Nach dem Entwurf des Jahressteuergesetzes 2026 sollen bestimmte Bescheide und Schreiben ab dem 1. Januar 2027 grundsätzlich elektronisch bekannt gegeben werden, wenn du ein aktives ELSTER-Nutzerkonto hast. Eine ausdrückliche Einwilligung ist dann nicht mehr nötig. Ohne aktives Nutzerkonto bleibt es beim Papierbescheid.
Wie hoch sind die Nachzahlungszinsen ab 2027?
Der Entwurf sieht 0,3 Prozent je vollen Monat vor, also 3,6 Prozent pro Jahr. Bisher waren es 0,15 Prozent pro Monat beziehungsweise 1,8 Prozent pro Jahr. Der Satz gilt für Nachzahlungs- und für Erstattungszinsen gleichermaßen und greift erst nach der Karenzzeit von 15 Monaten nach § 233a AO.
Kann ich weiterhin Bescheide per Post bekommen?
Ja, aber du musst es aktiv beantragen.
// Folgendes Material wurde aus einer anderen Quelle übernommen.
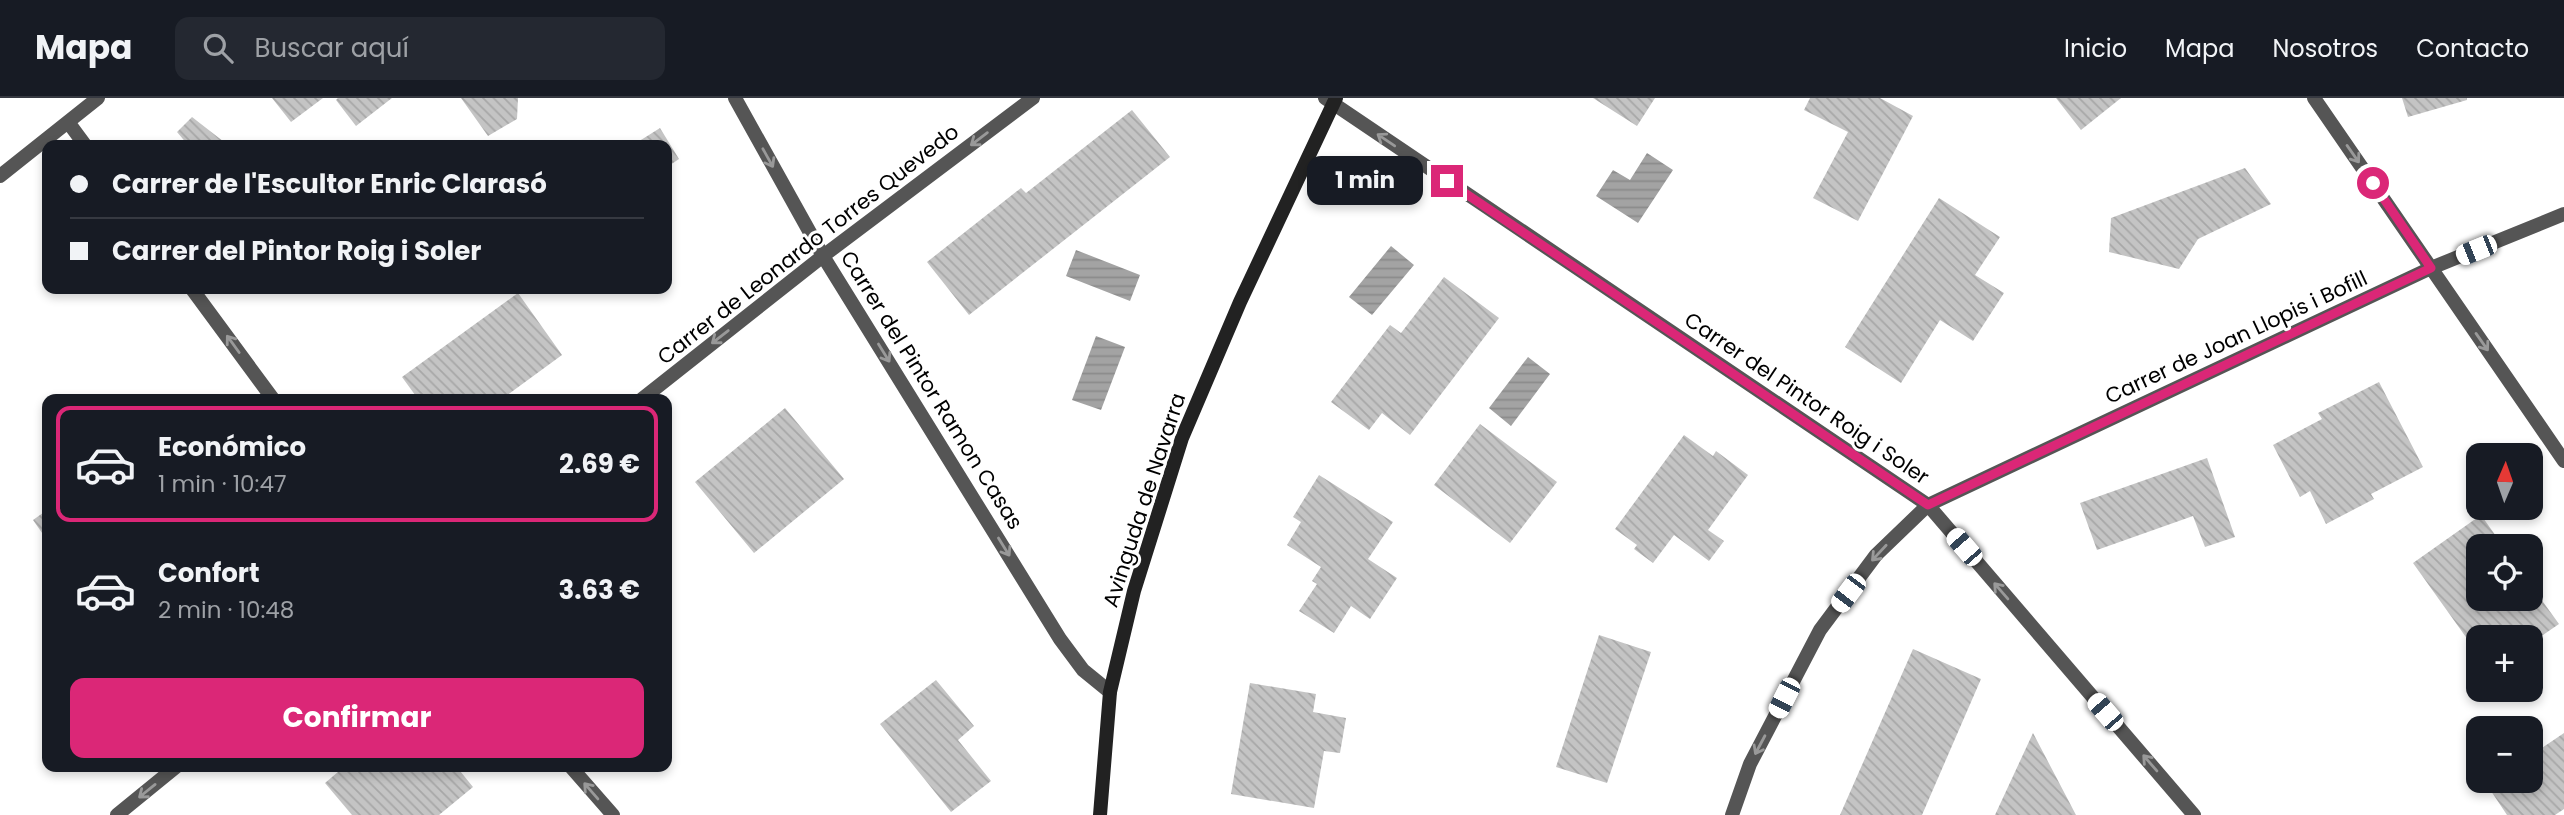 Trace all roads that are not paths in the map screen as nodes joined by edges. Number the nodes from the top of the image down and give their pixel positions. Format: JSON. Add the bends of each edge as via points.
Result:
{"nodes":[{"id":1,"x":98,"y":98,"type":"edge"},
{"id":2,"x":735,"y":98,"type":"edge"},
{"id":3,"x":1033,"y":98,"type":"edge"},
{"id":4,"x":2314,"y":98,"type":"edge"},
{"id":5,"x":1331,"y":100,"type":"edge"},
{"id":6,"x":68,"y":122,"type":"junction"},
{"id":7,"x":45,"y":140,"type":"edge"},
{"id":8,"x":81,"y":140,"type":"edge"},
{"id":9,"x":42,"y":143,"type":"edge"},
{"id":10,"x":0,"y":176,"type":"edge"},
{"id":11,"x":2564,"y":214,"type":"edge"},
{"id":12,"x":823,"y":256,"type":"junction"},
{"id":13,"x":2431,"y":268,"type":"junction"},
{"id":14,"x":196,"y":294,"type":"edge"},
{"id":15,"x":269,"y":394,"type":"edge"},
{"id":16,"x":648,"y":394,"type":"edge"},
{"id":17,"x":2564,"y":461,"type":"edge"},
{"id":18,"x":1928,"y":505,"type":"junction"},
{"id":19,"x":1110,"y":692,"type":"junction"},
{"id":20,"x":170,"y":772,"type":"edge"},
{"id":21,"x":575,"y":772,"type":"edge"},
{"id":22,"x":117,"y":815,"type":"edge"},
{"id":23,"x":613,"y":815,"type":"edge"},
{"id":24,"x":1100,"y":815,"type":"edge"},
{"id":25,"x":1732,"y":815,"type":"edge"},
{"id":26,"x":2194,"y":815,"type":"edge"}],
"edges":[{"from":1,"to":6,"type":"street"},
{"from":2,"to":12,"type":"street","name":"Carrer del Pintor Ramon Casas","one_way":true},
{"from":3,"to":12,"type":"street","name":"Carrer de Leonardo Torres Quevedo","one_way":true},
{"from":4,"to":13,"type":"street","one_way":true},
{"from":18,"to":5,"type":"street","name":"Carrer del Pintor Roig i Soler","one_way":true},
{"from":5,"to":19,"type":"street","name":"Avinguda de Navarra","via":[[1182,438],[1133,591]]},
{"from":6,"to":7,"type":"street"},
{"from":6,"to":8,"type":"street"},
{"from":9,"to":10,"type":"street"},
{"from":11,"to":13,"type":"street","name":"Carrer de Joan Llopis i Bofill"},
{"from":12,"to":16,"type":"street","name":"Carrer de Leonardo Torres Quevedo","one_way":true},
{"from":12,"to":19,"type":"street","name":"Carrer del Pintor Ramon Casas","one_way":true,"via":[[1060,639],[1083,670]]},
{"from":13,"to":17,"type":"street","one_way":true},
{"from":13,"to":18,"type":"street","name":"Carrer de Joan Llopis i Bofill"},
{"from":15,"to":14,"type":"street","one_way":true},
{"from":18,"to":25,"type":"street","name":"Carrer de Joan Llopis i Bofill","one_way":true,"via":[[1876,555],[1820,630],[1750,764]]},
{"from":26,"to":18,"type":"street","name":"Carrer del Pintor Roig i Soler","one_way":true},
{"from":19,"to":24,"type":"street","name":"Avinguda de Navarra"},
{"from":20,"to":22,"type":"street","one_way":true},
{"from":23,"to":21,"type":"street","one_way":true}]}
Wer ein aktives ELSTER-Nutzerkonto hat und keine elektronische Zustellung wünscht, muss die postalische Bekanntgabe elektronisch über das Nutzerkonto beantragen. Ohne aktives Nutzerkonto kommt der Bescheid ohnehin weiter per Post.
Ist das Jahressteuergesetz 2026 schon beschlossen?
Nein. Das Bundeskabinett hat am 12. August 2026 den Regierungsentwurf beschlossen. Bundestag und Bundesrat müssen das Gesetz noch beraten und verabschieden. Bis zum Abschluss des Verfahrens sind Änderungen an einzelnen Regelungen möglich.